Look up to my network again please, can you tell me (if CRS run like a transparent switch) what i should change ?

Thanks for your support.

@oxigeno20, you need to delegate an /24 ( example ) for your interface that are pointed to the switch, put the switch all in L2 and change the ospf to “point to multipoint” in your routers that make adjacency with the core router, it should work

Are you saying that the CRS switch should transport the “OSPF and MPLS” in transparency way and without any settings?.
But.. i am with a lot of devices configurated with differents IP addresses and routing. I must change all this ? OMG

Look up to my network again please, can you tell me (if CRS run like a transparent switch) what i should change ?

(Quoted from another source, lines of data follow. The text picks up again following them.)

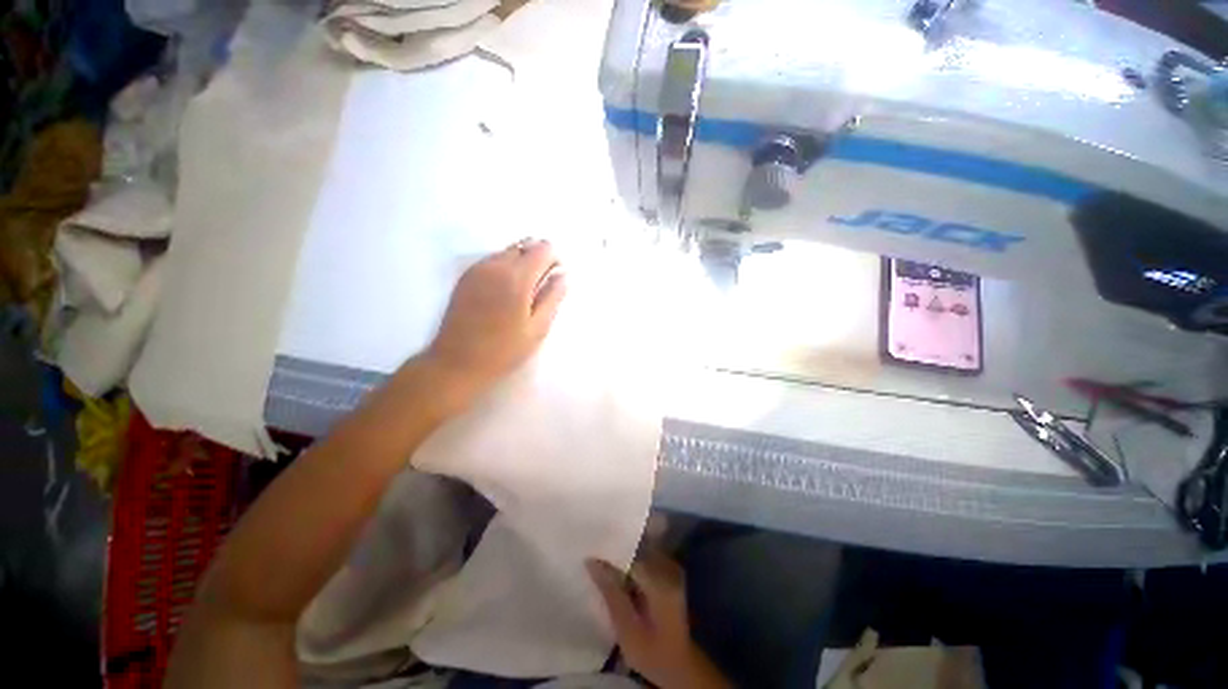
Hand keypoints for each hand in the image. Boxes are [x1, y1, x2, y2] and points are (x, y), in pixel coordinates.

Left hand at [422, 238, 566, 400]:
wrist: (457, 362)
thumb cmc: (503, 350)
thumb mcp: (537, 328)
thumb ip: (553, 298)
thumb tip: (563, 275)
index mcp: (517, 278)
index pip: (542, 248)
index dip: (555, 258)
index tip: (557, 276)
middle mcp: (496, 265)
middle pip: (524, 244)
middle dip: (539, 257)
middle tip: (543, 284)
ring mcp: (477, 269)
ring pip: (507, 250)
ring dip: (522, 261)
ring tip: (525, 289)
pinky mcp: (465, 277)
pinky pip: (492, 260)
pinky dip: (505, 266)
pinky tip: (506, 290)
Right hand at [587, 553, 730, 688]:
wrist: (679, 665)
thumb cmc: (652, 652)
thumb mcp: (626, 630)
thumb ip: (611, 593)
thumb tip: (592, 561)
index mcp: (661, 581)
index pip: (631, 554)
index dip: (610, 551)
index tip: (591, 550)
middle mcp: (669, 568)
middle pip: (637, 548)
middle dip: (616, 551)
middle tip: (593, 553)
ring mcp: (672, 569)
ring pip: (641, 551)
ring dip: (623, 555)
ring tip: (601, 560)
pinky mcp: (670, 573)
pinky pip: (647, 557)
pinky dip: (632, 561)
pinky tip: (618, 571)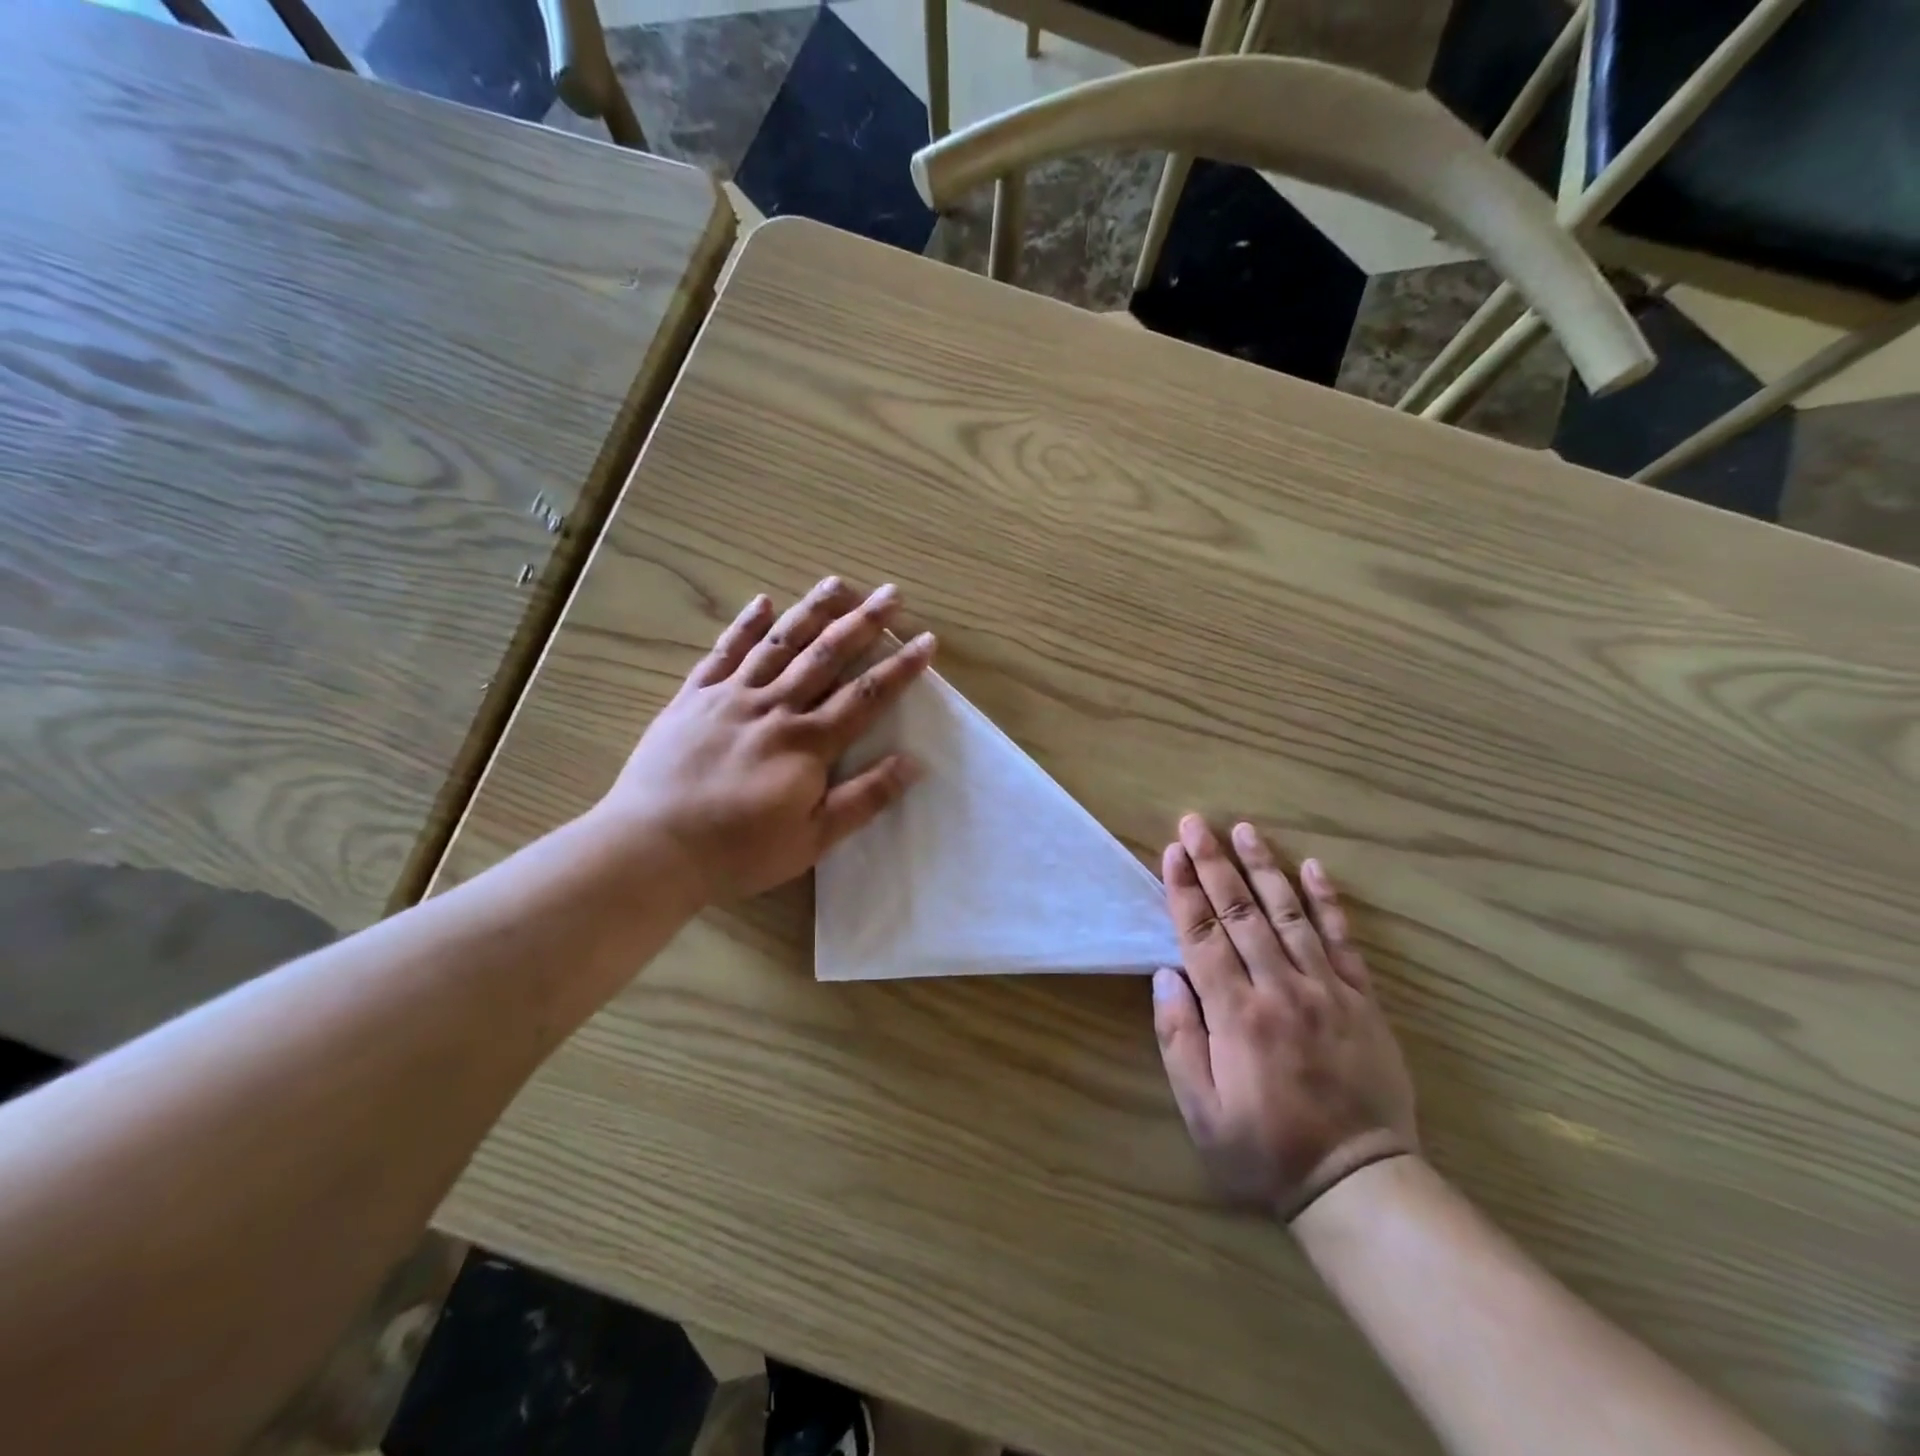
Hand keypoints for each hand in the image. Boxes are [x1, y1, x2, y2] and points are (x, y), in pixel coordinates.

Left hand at [601, 577, 935, 902]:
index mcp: (807, 742)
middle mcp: (774, 707)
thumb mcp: (812, 839)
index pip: (865, 696)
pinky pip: (724, 652)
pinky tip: (762, 602)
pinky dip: (745, 625)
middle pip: (826, 655)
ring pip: (779, 643)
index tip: (926, 641)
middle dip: (863, 622)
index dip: (900, 668)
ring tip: (838, 583)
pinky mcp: (693, 697)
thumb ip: (863, 799)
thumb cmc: (738, 851)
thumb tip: (912, 764)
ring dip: (812, 610)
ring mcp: (730, 696)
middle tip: (891, 593)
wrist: (651, 846)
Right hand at [1153, 815, 1416, 1219]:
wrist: (1359, 1182)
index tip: (1173, 850)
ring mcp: (1326, 990)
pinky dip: (1328, 902)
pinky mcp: (1362, 1000)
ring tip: (1246, 830)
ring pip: (1289, 915)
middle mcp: (1280, 989)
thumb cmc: (1265, 1150)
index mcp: (1236, 1014)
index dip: (1184, 889)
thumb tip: (1165, 974)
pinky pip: (1344, 941)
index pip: (1202, 936)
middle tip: (1197, 822)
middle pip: (1240, 913)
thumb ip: (1178, 1039)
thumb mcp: (1201, 1110)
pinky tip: (1314, 868)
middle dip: (1215, 863)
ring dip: (1264, 868)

Yes, any true transparent switch allows that.

You need to do basically what sneeep posted; lay out a proper subnet between the x86 core router and the 2011A’s and change interafce addressing to accomodate that, or go the lazy way and make the x86 “impersonate” the CRS:

1.- Put the CRS in hardware switch
2.- Connect three more interfaces from the x86 to the switch
3.- Assign 192.168.101.1/30, 192.168.102.1/30 and 192.168.103.1/30 addresses to those interfaces

Forget about the switch being there and imagine there are only cables linking directly the x86 to the 2011A’s.